- [WORK TO BE COMPLETED]
Give back each line of the material that contains the word "index".

- [EXTRACTED INFORMATION]
=== Begin Enclosure ===
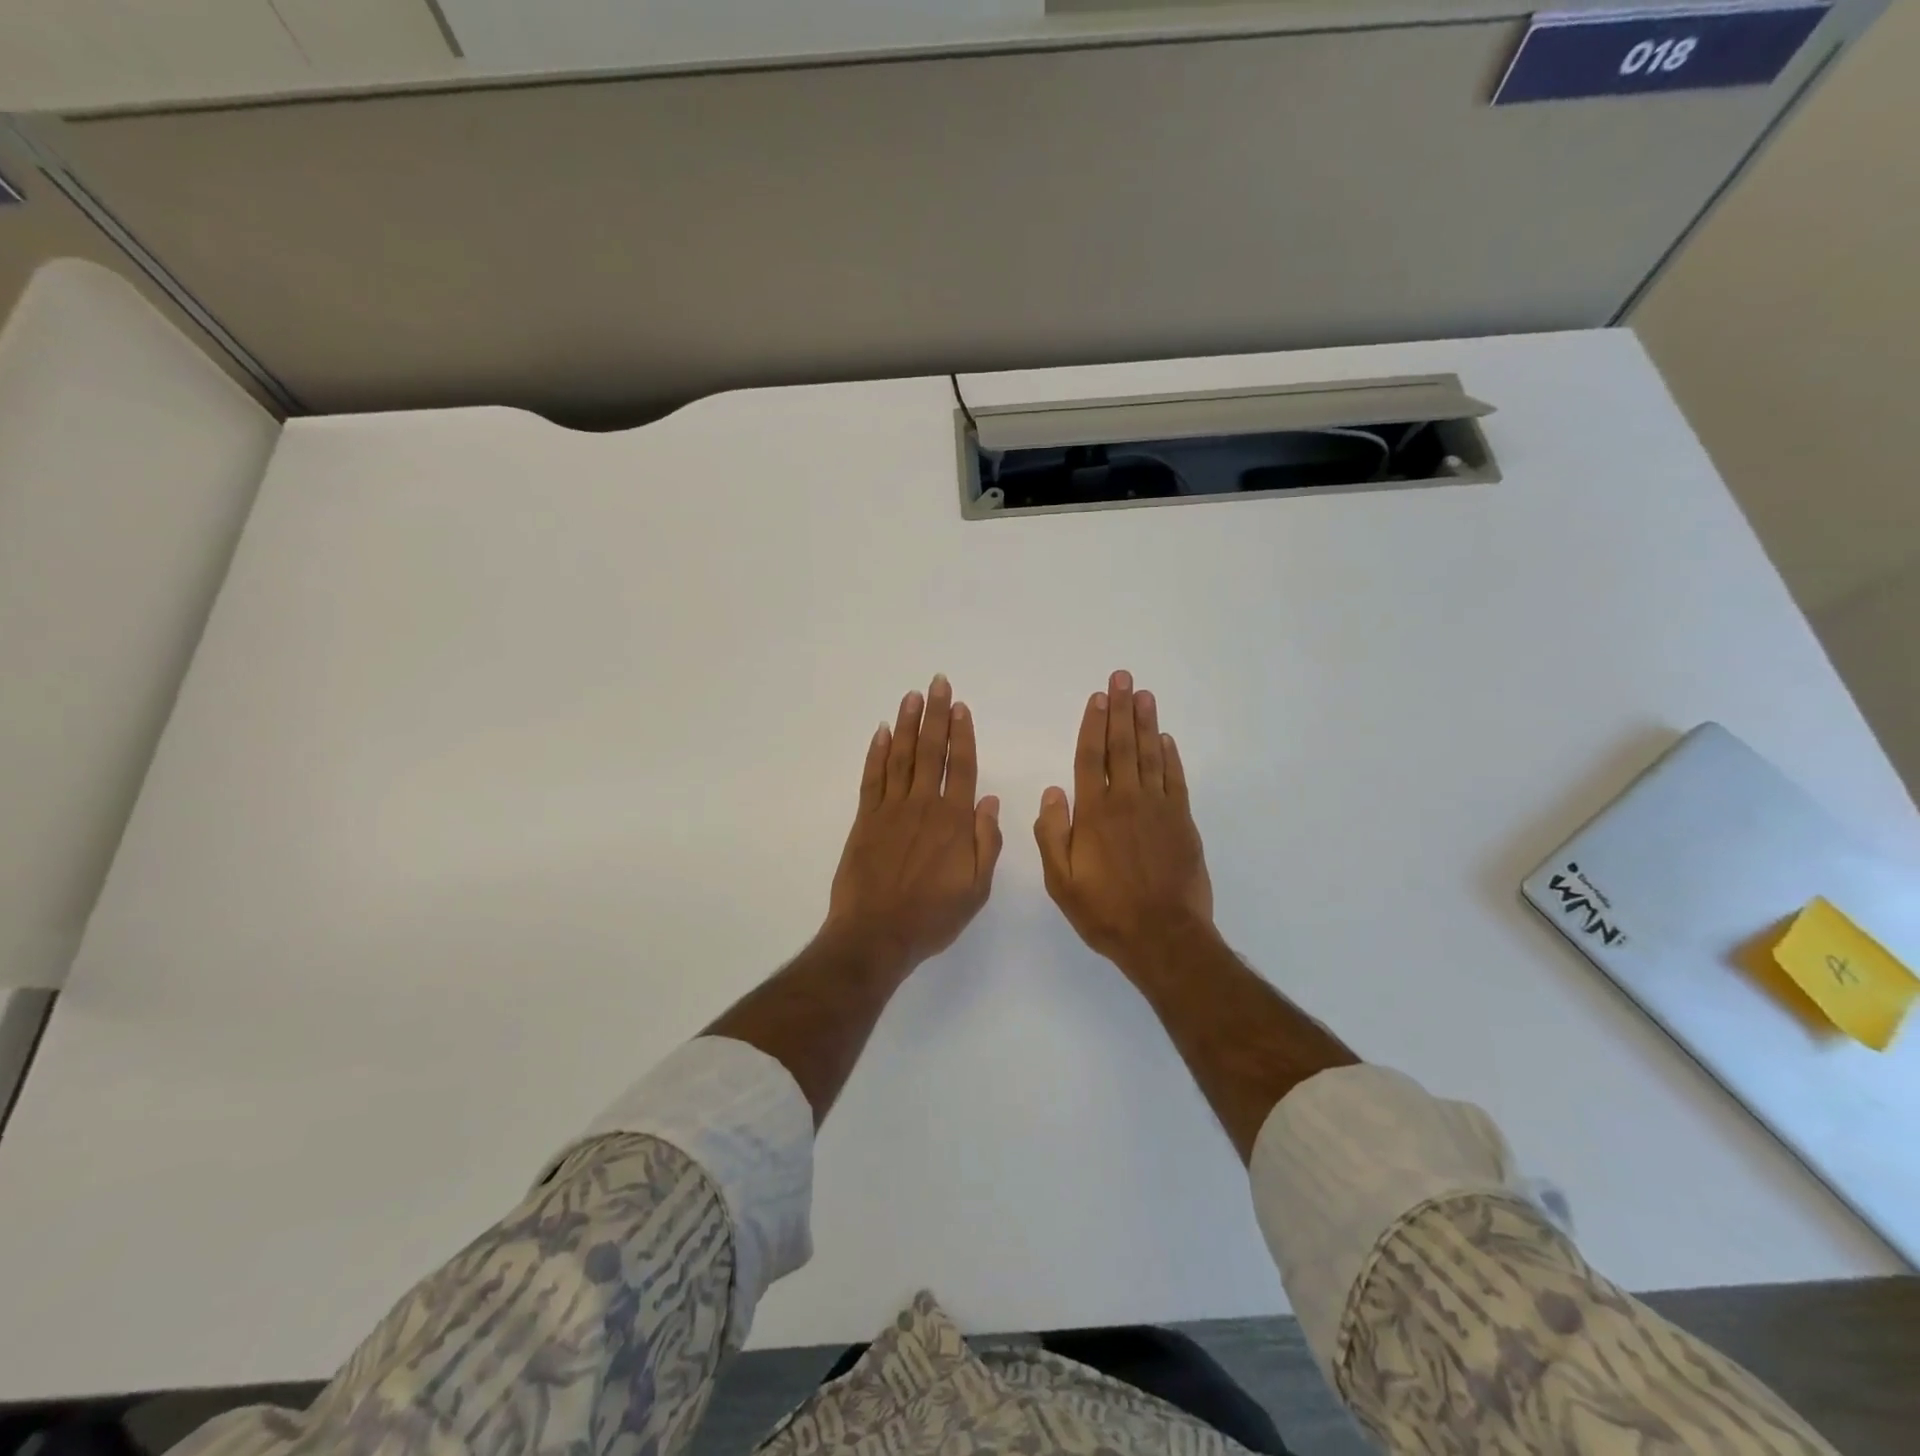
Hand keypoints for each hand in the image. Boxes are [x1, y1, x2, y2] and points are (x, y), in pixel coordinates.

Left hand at [825, 674, 1003, 977]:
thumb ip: (986, 842)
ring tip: (911, 696)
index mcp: (953, 821)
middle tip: (936, 683)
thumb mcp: (976, 889)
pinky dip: (876, 753)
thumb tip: (988, 800)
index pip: (960, 767)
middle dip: (935, 715)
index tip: (960, 706)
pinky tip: (882, 732)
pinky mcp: (865, 820)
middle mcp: (923, 806)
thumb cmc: (932, 916)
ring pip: (900, 757)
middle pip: (930, 751)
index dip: (961, 734)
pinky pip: (872, 778)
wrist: (876, 934)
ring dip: (907, 724)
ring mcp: (890, 810)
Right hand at [1035, 670, 1213, 973]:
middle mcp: (1126, 801)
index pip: (1090, 758)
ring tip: (1143, 694)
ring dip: (1146, 723)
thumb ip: (1052, 834)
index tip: (1097, 697)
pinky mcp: (1182, 822)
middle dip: (1121, 710)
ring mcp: (1158, 809)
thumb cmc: (1105, 911)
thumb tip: (1053, 792)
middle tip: (1122, 678)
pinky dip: (1170, 757)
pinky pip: (1175, 780)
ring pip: (1150, 756)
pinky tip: (1166, 739)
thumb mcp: (1061, 880)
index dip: (1093, 725)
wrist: (1163, 936)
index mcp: (1094, 813)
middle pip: (1122, 746)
=== End Enclosure ===
- [RESPONSE AREA]
index mcp: (953, 821)
index pip: (960, 767)
index tip: (960, 706)
index dip: (961, 734)
index pip: (1090, 758)
index tip: (1097, 697)
index dip: (1093, 725)
index mcp: (1094, 813)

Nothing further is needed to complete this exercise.